#### GIVEN ENTRIES

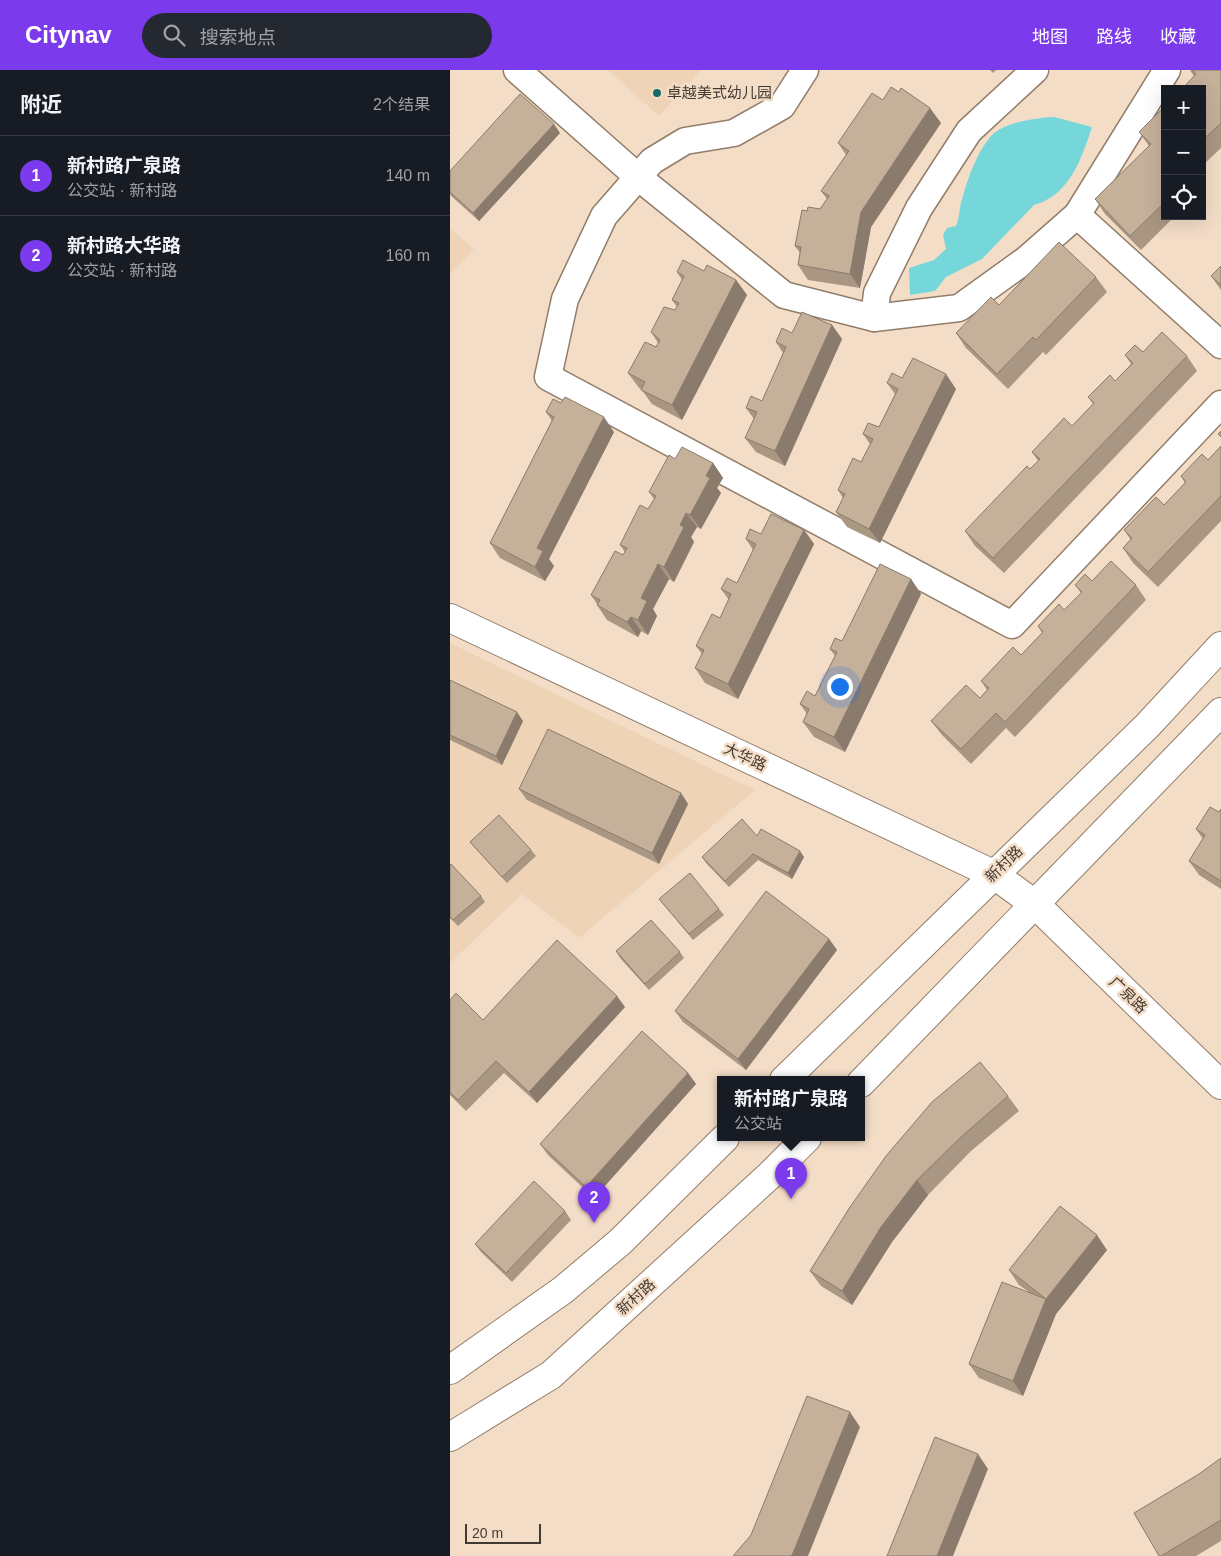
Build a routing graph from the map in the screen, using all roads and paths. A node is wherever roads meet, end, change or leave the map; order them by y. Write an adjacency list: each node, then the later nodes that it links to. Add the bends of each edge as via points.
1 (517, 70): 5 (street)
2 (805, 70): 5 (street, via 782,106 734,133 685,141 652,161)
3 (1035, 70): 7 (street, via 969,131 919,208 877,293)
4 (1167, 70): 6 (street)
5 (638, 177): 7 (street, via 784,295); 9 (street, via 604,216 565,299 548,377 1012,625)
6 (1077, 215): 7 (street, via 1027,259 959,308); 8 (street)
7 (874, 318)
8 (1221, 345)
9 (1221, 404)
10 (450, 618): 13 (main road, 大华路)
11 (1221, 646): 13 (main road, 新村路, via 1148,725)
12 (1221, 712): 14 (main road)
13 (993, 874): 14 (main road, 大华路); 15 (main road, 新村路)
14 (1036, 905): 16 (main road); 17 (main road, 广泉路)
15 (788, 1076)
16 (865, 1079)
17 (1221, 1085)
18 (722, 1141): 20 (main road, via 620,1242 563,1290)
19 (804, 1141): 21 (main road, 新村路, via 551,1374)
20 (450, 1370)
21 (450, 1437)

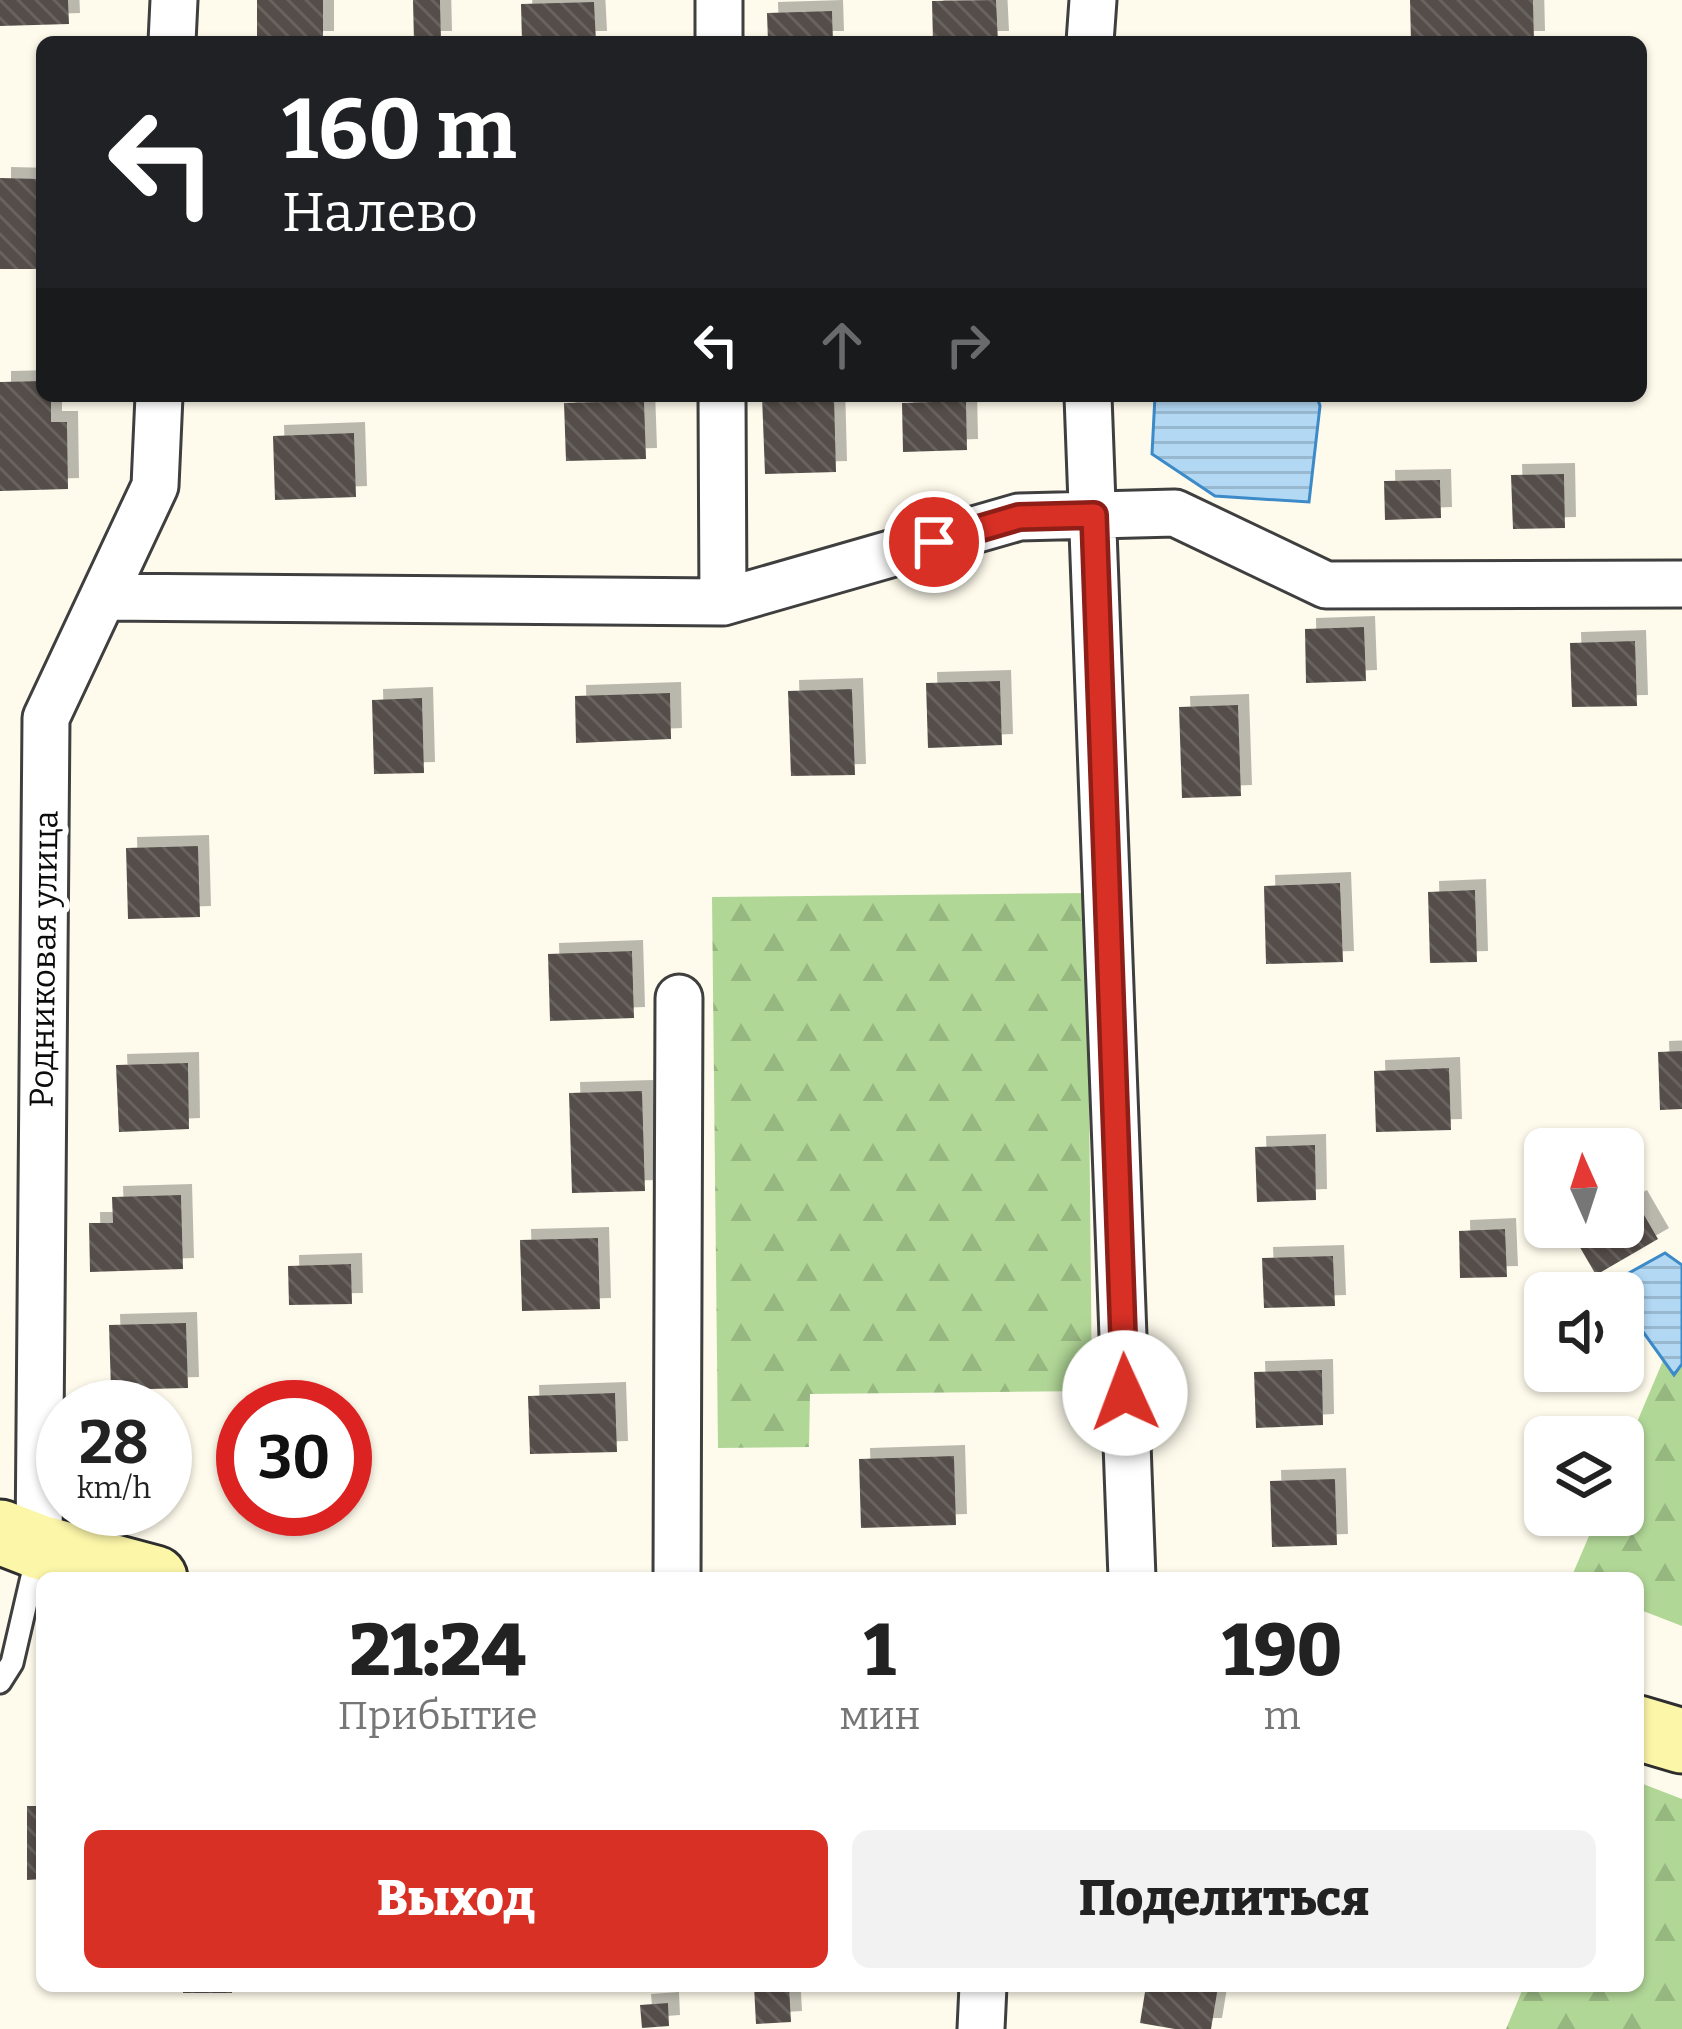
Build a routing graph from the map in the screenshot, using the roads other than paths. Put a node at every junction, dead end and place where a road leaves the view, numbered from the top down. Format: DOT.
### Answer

#### PROMPT
Set down no line except those from the one with "Build a routing graph from the map in the screenshot, using" to the last line of the data, inclusive, each exactly as written.

#### ANSWER BELOW
Build a routing graph from the map in the screenshot, using the roads other than paths. Put a node at every junction, dead end and place where a road leaves the view, numbered from the top down. Format: DOT.
### Answer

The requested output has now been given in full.